Aujourd'hui, c'est la Journée mondiale du sida. L'année dernière, 2,1 millions de personnes ont été infectées par le VIH/sida. Mais grâce à la collaboration entre certaines religions, des progrès sont réalisés.


Chrétiens et musulmans travaillent ensemble pour endiguer le VIH/sida.

 

Chrétiens et musulmans travaillent ensemble pour endiguer le VIH/sida. La population du projet de développement Makindube est informée des mesures de prévention par des responsables religieux.

Plus de 35 millions de personnes vivent avec le VIH/sida dans le monde. L'année dernière, 1,5 million de personnes sont mortes du virus. Comparée à cela, la propagation d'Ebola en Afrique de l'Ouest, avec 5 500 décès confirmés, semble infinitésimale. Pourtant, il existe des parallèles avec la propagation fulgurante du virus VIH au sud du Sahara à la fin des années 90.

Les chefs religieux, interlocuteurs importants pour la population
Les points communs résident avant tout dans les conditions de base que l'on retrouve dans les couches de population concernées. L'attachement et la confiance envers les chefs religieux sont profondément ancrés dans la culture de vastes régions du continent africain. Dans ce contexte, les aspects liés à la foi et ceux liés à la médecine se rejoignent.

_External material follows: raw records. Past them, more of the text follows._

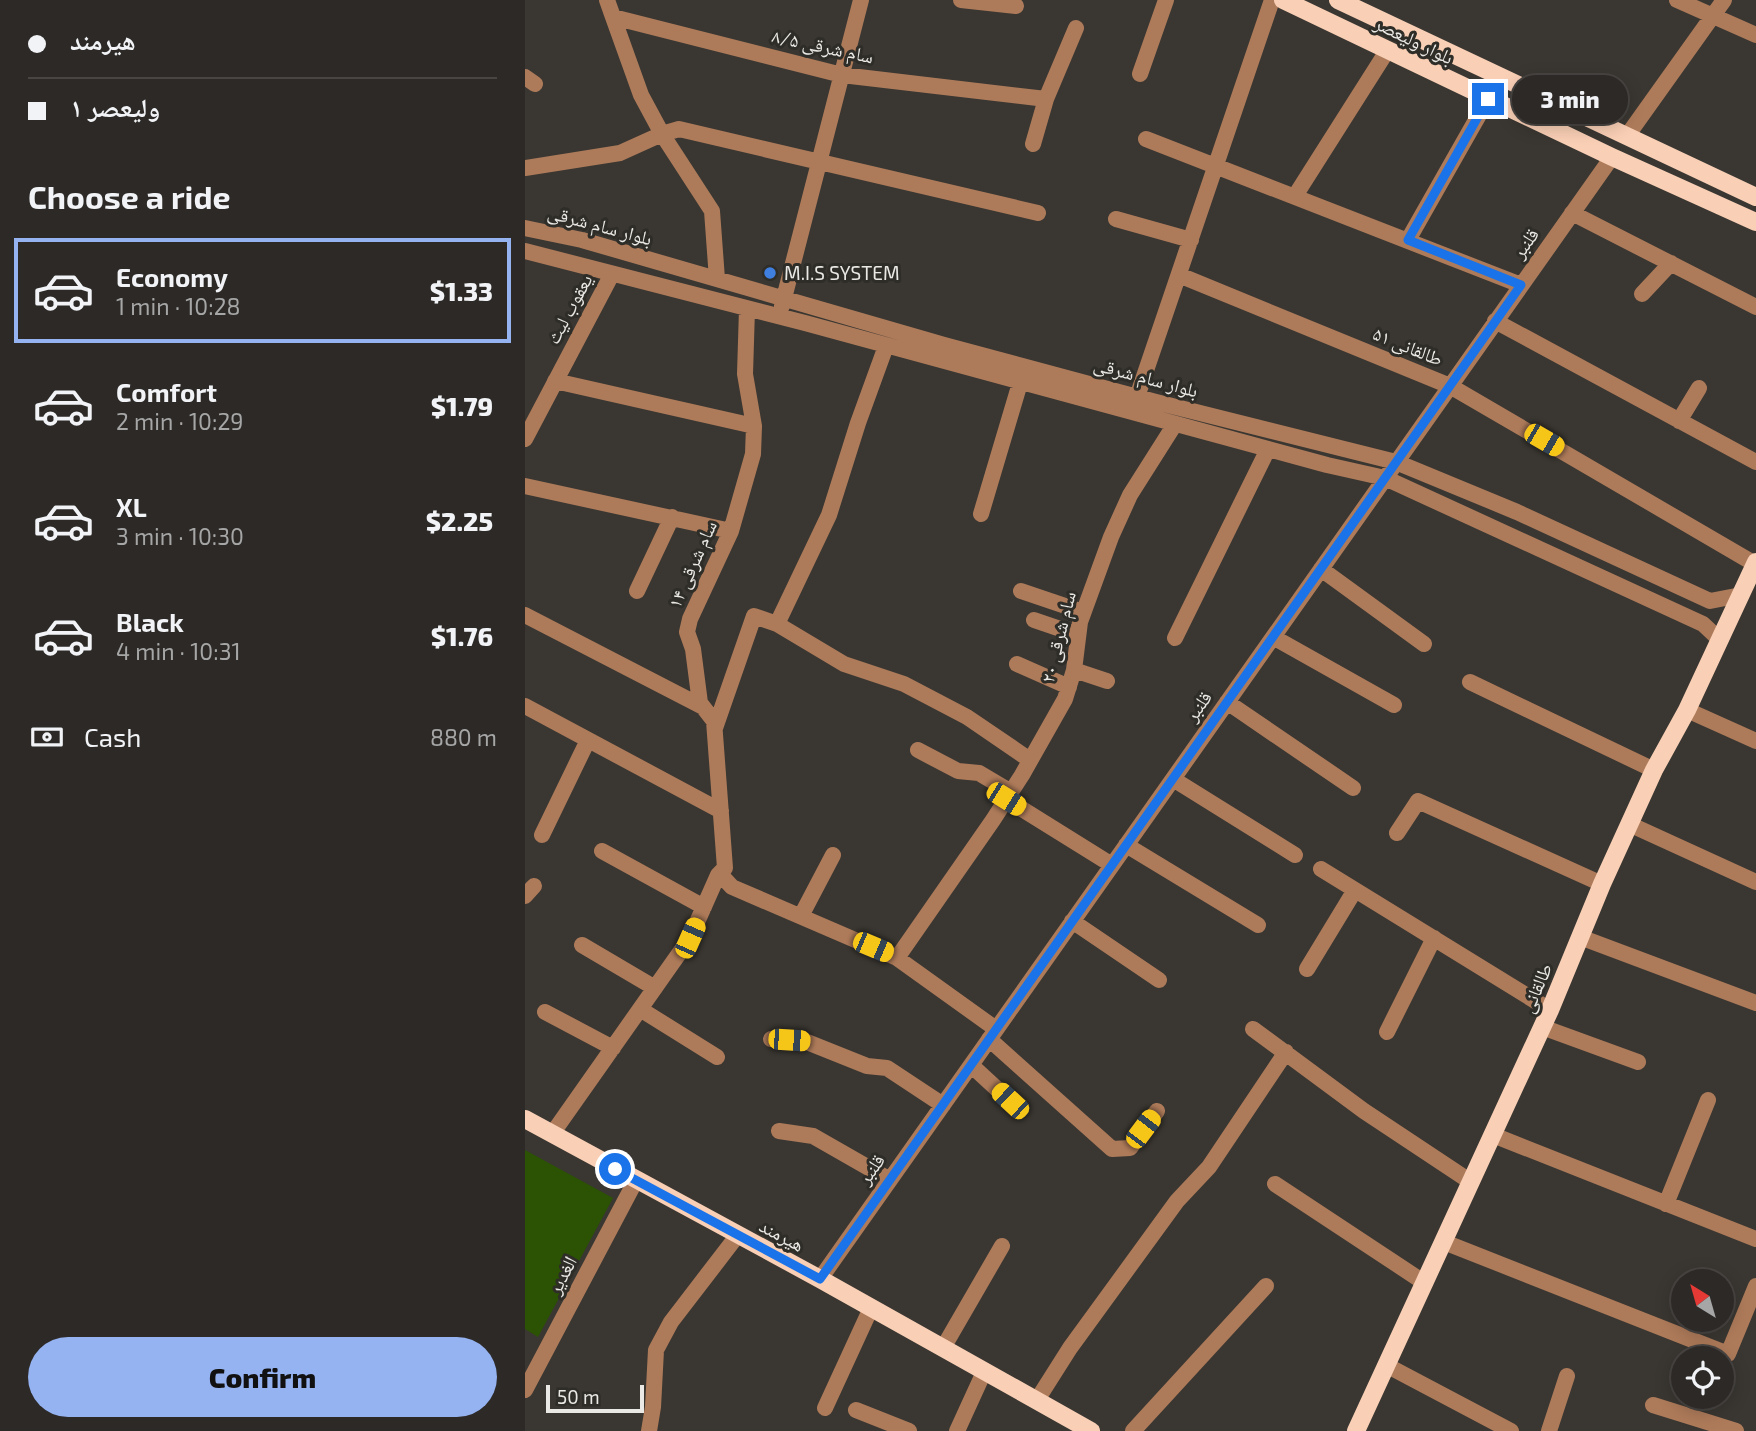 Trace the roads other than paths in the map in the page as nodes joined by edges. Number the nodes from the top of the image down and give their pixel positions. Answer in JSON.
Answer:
{"nodes":[{"id":1,"x":607,"y":0,"type":"edge"},
{"id":2,"x":861,"y":0,"type":"edge"},
{"id":3,"x":961,"y":0,"type":"edge"},
{"id":4,"x":1166,"y":0,"type":"edge"},
{"id":5,"x":1272,"y":0,"type":"edge"},
{"id":6,"x":1283,"y":0,"type":"edge"},
{"id":7,"x":1338,"y":0,"type":"edge"},
{"id":8,"x":1677,"y":0,"type":"edge"},
{"id":9,"x":1724,"y":0,"type":"edge"},
{"id":10,"x":1016,"y":6,"type":"dead end"},
{"id":11,"x":1713,"y":16,"type":"junction"},
{"id":12,"x":613,"y":17,"type":"junction"},
{"id":13,"x":1076,"y":27,"type":"dead end"},
{"id":14,"x":1756,"y":34,"type":"edge"},
{"id":15,"x":1387,"y":51,"type":"junction"},
{"id":16,"x":1140,"y":74,"type":"dead end"},
{"id":17,"x":842,"y":75,"type":"junction"},
{"id":18,"x":1046,"y":99,"type":"junction"},
{"id":19,"x":1488,"y":99,"type":"junction"},
{"id":20,"x":662,"y":134,"type":"junction"},
{"id":21,"x":1627,"y":136,"type":"junction"},
{"id":22,"x":1146,"y":139,"type":"dead end"},
{"id":23,"x":1033,"y":144,"type":"dead end"},
{"id":24,"x":1612,"y":158,"type":"junction"},
{"id":25,"x":820,"y":163,"type":"junction"},
{"id":26,"x":1216,"y":165,"type":"junction"},
{"id":27,"x":525,"y":168,"type":"edge"},
{"id":28,"x":1295,"y":196,"type":"junction"},
{"id":29,"x":1756,"y":197,"type":"edge"},
{"id":30,"x":1038,"y":213,"type":"dead end"},
{"id":31,"x":1572,"y":213,"type":"junction"},
{"id":32,"x":1116,"y":219,"type":"dead end"},
{"id":33,"x":1756,"y":222,"type":"edge"},
{"id":34,"x":525,"y":228,"type":"edge"},
{"id":35,"x":1191,"y":240,"type":"junction"},
{"id":36,"x":1408,"y":240,"type":"junction"},
{"id":37,"x":525,"y":251,"type":"edge"},
{"id":38,"x":1671,"y":263,"type":"junction"},
{"id":39,"x":612,"y":274,"type":"junction"},
{"id":40,"x":1179,"y":275,"type":"junction"},
{"id":41,"x":717,"y":279,"type":"junction"},
{"id":42,"x":1521,"y":285,"type":"junction"},
{"id":43,"x":1642,"y":294,"type":"dead end"},
{"id":44,"x":785,"y":299,"type":"junction"},
{"id":45,"x":1756,"y":307,"type":"edge"},
{"id":46,"x":747,"y":309,"type":"junction"},
{"id":47,"x":779,"y":317,"type":"junction"},
{"id":48,"x":1495,"y":321,"type":"junction"},
{"id":49,"x":886,"y":346,"type":"junction"},
{"id":50,"x":555,"y":381,"type":"junction"},
{"id":51,"x":1020,"y":383,"type":"junction"},
{"id":52,"x":1450,"y":386,"type":"junction"},
{"id":53,"x":1699,"y":388,"type":"dead end"},
{"id":54,"x":1137,"y":397,"type":"junction"},
{"id":55,"x":1679,"y":421,"type":"junction"},
{"id":56,"x":1175,"y":424,"type":"junction"},
{"id":57,"x":754,"y":426,"type":"junction"},
{"id":58,"x":525,"y":439,"type":"edge"},
{"id":59,"x":1268,"y":449,"type":"junction"},
{"id":60,"x":1397,"y":462,"type":"junction"},
{"id":61,"x":1756,"y":462,"type":"edge"},
{"id":62,"x":1385,"y":478,"type":"junction"},
{"id":63,"x":525,"y":486,"type":"edge"},
{"id":64,"x":981,"y":514,"type":"dead end"},
{"id":65,"x":672,"y":517,"type":"junction"},
{"id":66,"x":731,"y":531,"type":"junction"},
{"id":67,"x":1756,"y":563,"type":"edge"},
{"id":68,"x":1321,"y":569,"type":"junction"},
{"id":69,"x":1748,"y":587,"type":"edge"},
{"id":70,"x":637,"y":591,"type":"dead end"},
{"id":71,"x":1021,"y":591,"type":"dead end"},
{"id":72,"x":1083,"y":612,"type":"junction"},
{"id":73,"x":525,"y":615,"type":"edge"},
{"id":74,"x":1034,"y":620,"type":"dead end"},
{"id":75,"x":777,"y":624,"type":"junction"},
{"id":76,"x":1078,"y":635,"type":"junction"},
{"id":77,"x":1273,"y":637,"type":"junction"},
{"id":78,"x":1175,"y":638,"type":"dead end"},
{"id":79,"x":1720,"y":640,"type":"junction"},
{"id":80,"x":1424,"y":644,"type":"dead end"},
{"id":81,"x":1017,"y":664,"type":"dead end"},
{"id":82,"x":1074,"y":670,"type":"junction"},
{"id":83,"x":1107,"y":681,"type":"dead end"},
{"id":84,"x":1470,"y":682,"type":"dead end"},
{"id":85,"x":1069,"y":687,"type":"junction"},
{"id":86,"x":1227,"y":702,"type":"junction"},
{"id":87,"x":1394,"y":705,"type":"dead end"},
{"id":88,"x":525,"y":706,"type":"edge"},
{"id":89,"x":703,"y":707,"type":"junction"},
{"id":90,"x":1687,"y":710,"type":"junction"},
{"id":91,"x":715,"y":728,"type":"junction"},
{"id":92,"x":588,"y":740,"type":"junction"},
{"id":93,"x":1756,"y":741,"type":"edge"},
{"id":94,"x":918,"y":750,"type":"dead end"},
{"id":95,"x":1030,"y":760,"type":"junction"},
{"id":96,"x":1654,"y":770,"type":"junction"},
{"id":97,"x":1173,"y":779,"type":"junction"},
{"id":98,"x":1353,"y":788,"type":"dead end"},
{"id":99,"x":1009,"y":795,"type":"junction"},
{"id":100,"x":721,"y":811,"type":"junction"},
{"id":101,"x":1629,"y":824,"type":"junction"},
{"id":102,"x":1397,"y":833,"type":"dead end"},
{"id":103,"x":542,"y":835,"type":"dead end"},
{"id":104,"x":1126,"y":845,"type":"junction"},
{"id":105,"x":602,"y":851,"type":"dead end"},
{"id":106,"x":833,"y":855,"type":"dead end"},
{"id":107,"x":1295,"y":855,"type":"dead end"},
{"id":108,"x":1112,"y":865,"type":"junction"},
{"id":109,"x":1321,"y":869,"type":"dead end"},
{"id":110,"x":720,"y":874,"type":"junction"},
{"id":111,"x":1756,"y":882,"type":"edge"},
{"id":112,"x":1602,"y":884,"type":"junction"},
{"id":113,"x":1355,"y":890,"type":"junction"},
{"id":114,"x":704,"y":907,"type":"junction"},
{"id":115,"x":801,"y":916,"type":"junction"},
{"id":116,"x":1072,"y":921,"type":"junction"},
{"id":117,"x":1258,"y":925,"type":"dead end"},
{"id":118,"x":1580,"y":937,"type":"junction"},
{"id":119,"x":1434,"y":938,"type":"junction"},
{"id":120,"x":582,"y":945,"type":"dead end"},
{"id":121,"x":897,"y":958,"type":"junction"},
{"id":122,"x":1307,"y":969,"type":"dead end"},
{"id":123,"x":1159,"y":980,"type":"dead end"},
{"id":124,"x":655,"y":988,"type":"junction"},
{"id":125,"x":1756,"y":1003,"type":"edge"},
{"id":126,"x":640,"y":1009,"type":"junction"},
{"id":127,"x":1550,"y":1010,"type":"junction"},
{"id":128,"x":545,"y":1012,"type":"dead end"},
{"id":129,"x":1542,"y":1027,"type":"junction"},
{"id":130,"x":1253,"y":1029,"type":"dead end"},
{"id":131,"x":1387,"y":1032,"type":"dead end"},
{"id":132,"x":992,"y":1034,"type":"junction"},
{"id":133,"x":771,"y":1039,"type":"dead end"},
{"id":134,"x":613,"y":1048,"type":"junction"},
{"id":135,"x":1286,"y":1052,"type":"junction"},
{"id":136,"x":717,"y":1057,"type":"dead end"},
{"id":137,"x":1638,"y":1062,"type":"dead end"},
{"id":138,"x":971,"y":1065,"type":"junction"},
{"id":139,"x":1708,"y":1100,"type":"dead end"},
{"id":140,"x":1010,"y":1101,"type":"dead end"},
{"id":141,"x":943,"y":1105,"type":"junction"},
{"id":142,"x":1157,"y":1111,"type":"dead end"},
{"id":143,"x":525,"y":1119,"type":"edge"},
{"id":144,"x":779,"y":1131,"type":"dead end"},
{"id":145,"x":552,"y":1134,"type":"junction"},
{"id":146,"x":1493,"y":1135,"type":"junction"},
{"id":147,"x":636,"y":1180,"type":"junction"},
{"id":148,"x":890,"y":1180,"type":"junction"},
{"id":149,"x":1471,"y":1182,"type":"junction"},
{"id":150,"x":1275,"y":1184,"type":"dead end"},
{"id":151,"x":1666,"y":1204,"type":"junction"},
{"id":152,"x":737,"y":1236,"type":"junction"},
{"id":153,"x":1756,"y":1239,"type":"edge"},
{"id":154,"x":1444,"y":1242,"type":"junction"},
{"id":155,"x":1002,"y":1246,"type":"dead end"},
{"id":156,"x":820,"y":1279,"type":"junction"},
{"id":157,"x":1425,"y":1283,"type":"junction"},
{"id":158,"x":1266,"y":1286,"type":"dead end"},
{"id":159,"x":1756,"y":1286,"type":"edge"},
{"id":160,"x":871,"y":1308,"type":"junction"},
{"id":161,"x":943,"y":1348,"type":"junction"},
{"id":162,"x":1386,"y":1366,"type":"junction"},
{"id":163,"x":984,"y":1372,"type":"junction"},
{"id":164,"x":1567,"y":1376,"type":"dead end"},
{"id":165,"x":525,"y":1388,"type":"edge"},
{"id":166,"x":1037,"y":1400,"type":"junction"},
{"id":167,"x":1653,"y":1405,"type":"dead end"},
{"id":168,"x":825,"y":1408,"type":"dead end"},
{"id":169,"x":856,"y":1410,"type":"dead end"},
{"id":170,"x":649,"y":1431,"type":"edge"},
{"id":171,"x":909,"y":1431,"type":"edge"},
{"id":172,"x":957,"y":1431,"type":"edge"},
{"id":173,"x":1091,"y":1431,"type":"edge"},
{"id":174,"x":1133,"y":1431,"type":"edge"},
{"id":175,"x":1356,"y":1431,"type":"edge"},
{"id":176,"x":1511,"y":1431,"type":"edge"},
{"id":177,"x":1549,"y":1431,"type":"edge"},
{"id":178,"x":1736,"y":1431,"type":"edge"}],
"edges":[{"from":1,"to":12,"type":"street"},
{"from":2,"to":17,"type":"street"},
{"from":3,"to":10,"type":"street"},
{"from":4,"to":16,"type":"street"},
{"from":5,"to":26,"type":"street"},
{"from":6,"to":15,"type":"main road","name":"بلوار ولیعصر"},
{"from":7,"to":21,"type":"main road","name":"بلوار ولیعصر"},
{"from":8,"to":11,"type":"street"},
{"from":9,"to":11,"type":"street"},
{"from":11,"to":14,"type":"street"},
{"from":11,"to":21,"type":"street"},
{"from":12,"to":17,"type":"street","name":"سام شرقی ۸/۵"},
{"from":12,"to":20,"type":"street"},
{"from":13,"to":18,"type":"street"},
{"from":15,"to":19,"type":"main road","name":"بلوار ولیعصر"},
{"from":15,"to":28,"type":"street"},
{"from":17,"to":18,"type":"street","name":"سام شرقی ۸/۵"},
{"from":17,"to":25,"type":"street"},
{"from":18,"to":23,"type":"street"},
{"from":19,"to":24,"type":"main road","name":"بلوار ولیعصر"},
{"from":19,"to":36,"type":"street"},
{"from":20,"to":25,"type":"street"},
{"from":20,"to":27,"type":"street"},
{"from":20,"to":41,"type":"street"},
{"from":21,"to":29,"type":"main road","name":"بلوار ولیعصر"},
{"from":22,"to":26,"type":"street"},
{"from":24,"to":31,"type":"street","name":"قلنبر"},
{"from":24,"to":33,"type":"main road","name":"بلوار ولیعصر"},
{"from":25,"to":30,"type":"street"},
{"from":25,"to":44,"type":"street"},
{"from":26,"to":28,"type":"street"},
{"from":26,"to":35,"type":"street"},
{"from":28,"to":36,"type":"street"},
{"from":31,"to":38,"type":"street"},
{"from":31,"to":42,"type":"street","name":"قلنبر"},
{"from":32,"to":35,"type":"street"},
{"from":34,"to":41,"type":"street","name":"بلوار سام شرقی"},
{"from":35,"to":40,"type":"street"},
{"from":36,"to":42,"type":"street"},
{"from":37,"to":39,"type":"street","name":"بلوار سام شرقی"},
{"from":38,"to":43,"type":"street"},
{"from":38,"to":45,"type":"street"},
{"from":39,"to":46,"type":"street","name":"بلوار سام شرقی"},
{"from":39,"to":50,"type":"street","name":"یعقوب لیث"},
{"from":40,"to":52,"type":"street","name":"طالقانی ۵۱"},
{"from":40,"to":54,"type":"street"},
{"from":41,"to":44,"type":"street","name":"بلوار سام شرقی"},
{"from":42,"to":48,"type":"street","name":"قلنبر"},
{"from":44,"to":47,"type":"street"},
{"from":44,"to":54,"type":"street","name":"بلوار سام شرقی"},
{"from":46,"to":47,"type":"street","name":"بلوار سام شرقی"},
{"from":46,"to":57,"type":"street","name":"سام شرقی ۱۴"},
{"from":47,"to":49,"type":"street","name":"بلوار سام شرقی"},
{"from":48,"to":52,"type":"street","name":"قلنبر"},
{"from":48,"to":55,"type":"street"},
{"from":49,"to":51,"type":"street","name":"بلوار سام شرقی"},
{"from":49,"to":75,"type":"street"},
{"from":50,"to":57,"type":"street"},
{"from":50,"to":58,"type":"street","name":"یعقوب لیث"},
{"from":51,"to":56,"type":"street","name":"بلوار سام شرقی"},
{"from":51,"to":64,"type":"street"},
{"from":52,"to":60,"type":"street","name":"قلنبر"},
{"from":52,"to":67,"type":"street","name":"طالقانی ۵۱"},
{"from":53,"to":55,"type":"street"},
{"from":54,"to":60,"type":"street","name":"بلوار سام شرقی"},
{"from":55,"to":61,"type":"street"},
{"from":56,"to":59,"type":"street","name":"بلوار سام شرقی"},
{"from":56,"to":72,"type":"street","name":"سام شرقی ۲۰"},
{"from":57,"to":66,"type":"street","name":"سام شرقی ۱۴"},
{"from":59,"to":62,"type":"street","name":"بلوار سام شرقی"},
{"from":59,"to":78,"type":"street"},
{"from":60,"to":62,"type":"street","name":"قلنبر"},
{"from":60,"to":69,"type":"street","name":"بلوار سام شرقی"},
{"from":62,"to":68,"type":"street","name":"قلنبر"},
{"from":62,"to":79,"type":"street","name":"بلوار سام شرقی"},
{"from":63,"to":65,"type":"street"},
{"from":65,"to":66,"type":"street"},
{"from":65,"to":70,"type":"street"},
{"from":66,"to":89,"type":"street","name":"سام شرقی ۱۴"},
{"from":67,"to":69,"type":"main road","name":"طالقانی"},
{"from":68,"to":77,"type":"street","name":"قلنبر"},
{"from":68,"to":80,"type":"street"},
{"from":69,"to":79,"type":"main road","name":"طالقانی"},
{"from":71,"to":72,"type":"street"},
{"from":72,"to":76,"type":"street","name":"سام شرقی ۲۰"},
{"from":73,"to":89,"type":"street"},
{"from":74,"to":76,"type":"street"},
{"from":75,"to":91,"type":"street"},
{"from":75,"to":95,"type":"street"},
{"from":76,"to":82,"type":"street","name":"سام شرقی ۲۰"},
{"from":77,"to":86,"type":"street","name":"قلنبر"},
{"from":77,"to":87,"type":"street"},
{"from":79,"to":90,"type":"main road","name":"طالقانی"},
{"from":81,"to":85,"type":"street"},
{"from":82,"to":83,"type":"street"},
{"from":82,"to":85,"type":"street","name":"سام شرقی ۲۰"},
{"from":84,"to":96,"type":"street"},
{"from":85,"to":95,"type":"street","name":"سام شرقی ۲۰"},
{"from":86,"to":97,"type":"street","name":"قلنبر"},
{"from":86,"to":98,"type":"street"},
{"from":88,"to":92,"type":"street"},
{"from":89,"to":91,"type":"street","name":"سام شرقی ۱۴"},
{"from":90,"to":93,"type":"street"},
{"from":90,"to":96,"type":"main road","name":"طالقانی"},
{"from":91,"to":100,"type":"street","name":"سام شرقی ۱۴"},
{"from":92,"to":100,"type":"street"},
{"from":92,"to":103,"type":"street"},
{"from":94,"to":99,"type":"street"},
{"from":95,"to":99,"type":"street","name":"سام شرقی ۲۰"},
{"from":96,"to":101,"type":"main road","name":"طالقانی"},
{"from":97,"to":104,"type":"street","name":"قلنبر"},
{"from":97,"to":107,"type":"street"},
{"from":99,"to":108,"type":"street"},
{"from":99,"to":121,"type":"street","name":"سام شرقی ۲۰"},
{"from":100,"to":110,"type":"street","name":"سام شرقی ۱۴"},
{"from":101,"to":111,"type":"street"},
{"from":101,"to":112,"type":"main road","name":"طالقانی"},
{"from":102,"to":112,"type":"street"},
{"from":104,"to":108,"type":"street","name":"قلنبر"},
{"from":104,"to":117,"type":"street"},
{"from":105,"to":114,"type":"street"},
{"from":106,"to":115,"type":"street"},
{"from":108,"to":116,"type":"street","name":"قلنبر"},
{"from":109,"to":113,"type":"street"},
{"from":110,"to":114,"type":"street"},
{"from":110,"to":115,"type":"street"},
{"from":112,"to":118,"type":"main road","name":"طالقانی"},
{"from":113,"to":119,"type":"street"},
{"from":113,"to":122,"type":"street"},
{"from":114,"to":124,"type":"street"},
{"from":115,"to":121,"type":"street"},
{"from":116,"to":123,"type":"street"},
{"from":116,"to":132,"type":"street","name":"قلنبر"},
{"from":118,"to":125,"type":"street"},
{"from":118,"to":127,"type":"main road","name":"طالقانی"},
{"from":119,"to":127,"type":"street"},
{"from":119,"to":131,"type":"street"},
{"from":120,"to":124,"type":"street"},
{"from":121,"to":132,"type":"street"},
{"from":124,"to":126,"type":"street"},
{"from":126,"to":134,"type":"street"},
{"from":126,"to":136,"type":"street"},
{"from":127,"to":129,"type":"main road","name":"طالقانی"},
{"from":128,"to":134,"type":"street"},
{"from":129,"to":137,"type":"street"},
{"from":129,"to":146,"type":"main road","name":"طالقانی"},
{"from":130,"to":135,"type":"street"},
{"from":132,"to":138,"type":"street","name":"قلنبر"},
{"from":132,"to":142,"type":"street"},
{"from":133,"to":141,"type":"street"},
{"from":134,"to":145,"type":"street"},
{"from":135,"to":149,"type":"street"},
{"from":135,"to":166,"type":"street"},
{"from":138,"to":140,"type":"street"},
{"from":138,"to":141,"type":"street","name":"قلنبر"},
{"from":139,"to":151,"type":"street"},
{"from":141,"to":148,"type":"street","name":"قلنبر"},
{"from":143,"to":145,"type":"main road","name":"هیرمند"},
{"from":144,"to":148,"type":"street"},
{"from":145,"to":147,"type":"main road","name":"هیرمند"},
{"from":146,"to":149,"type":"main road","name":"طالقانی"},
{"from":146,"to":151,"type":"street"},
{"from":147,"to":152,"type":"main road","name":"هیرمند"},
{"from":147,"to":165,"type":"street","name":"الغدیر"},
{"from":148,"to":156,"type":"street","name":"قلنبر"},
{"from":149,"to":154,"type":"main road","name":"طالقانی"},
{"from":150,"to":157,"type":"street"},
{"from":151,"to":153,"type":"street"},
{"from":152,"to":156,"type":"main road","name":"هیرمند"},
{"from":152,"to":170,"type":"street"},
{"from":154,"to":157,"type":"main road","name":"طالقانی"},
{"from":154,"to":159,"type":"street"},
{"from":155,"to":161,"type":"street"},
{"from":156,"to":160,"type":"main road","name":"هیرمند"},
{"from":157,"to":162,"type":"main road","name":"طالقانی"},
{"from":158,"to":174,"type":"street"},
{"from":160,"to":161,"type":"main road","name":"هیرمند"},
{"from":160,"to":168,"type":"street"},
{"from":161,"to":163,"type":"main road","name":"هیرمند"},
{"from":162,"to":175,"type":"main road","name":"طالقانی"},
{"from":162,"to":176,"type":"street"},
{"from":163,"to":166,"type":"main road","name":"هیرمند"},
{"from":163,"to":172,"type":"street"},
{"from":164,"to":177,"type":"street"},
{"from":166,"to":173,"type":"main road","name":"هیرمند"},
{"from":167,"to":178,"type":"street"},
{"from":169,"to":171,"type":"street"}]}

C'est pourquoi l'organisation d'aide à l'enfance World Vision directement avec des chefs religieux de différentes confessions dans le cadre de dix projets de développement en Tanzanie afin de faire progresser l'éducation sur le VIH/sida.

Rencontres-dialogues entre chrétiens et musulmans
Les échanges et la coopération entre chrétiens et musulmansjouent un rôle important dans le travail d'information. World Vision Tanzanie, World Vision s'attache à sensibiliser les deux parties au fait que l'appartenance religieuse n'a aucune incidence sur la lutte commune contre le VIH/sida. Les échanges ont lieu lors de réunions dites « de dialogue ». Celles-ci offrent aux chrétiens et aux musulmans participants l'occasion d'exposer leur point de vue sur la maladie et sa propagation, puis d'en discuter. World Vision également à disposition des modérateurs et des médiateurs pour ces dialogues. Les conclusions et les changements de comportement issus de ces réunions sont ensuite relayés à la population par les chefs religieux. « Nous sommes très satisfaits de ces dialogues. Il est réjouissant de voir toutes les parties travailler ensemble pour le bien de la population et unir leurs forces », explique Elibariki Mmari, modérateur de World Vision .

Le VIH/sida n'est ni une malédiction ni une punition
Le projet en Tanzanie est en cours depuis environ un an. La coopération avec les chefs religieux dans le cadre des projets de développement a permis de faire considérer le VIH/sida comme une maladie chronique et évitable, et non plus comme une malédiction ou une punition infligée par une puissance supérieure. L'exemple d'Ebola et la gestion globalement responsable de la maladie montrent qu'il est possible d'éviter la propagation si la population, les chefs religieux, les organisations humanitaires et les institutions publiques travaillent en étroite collaboration.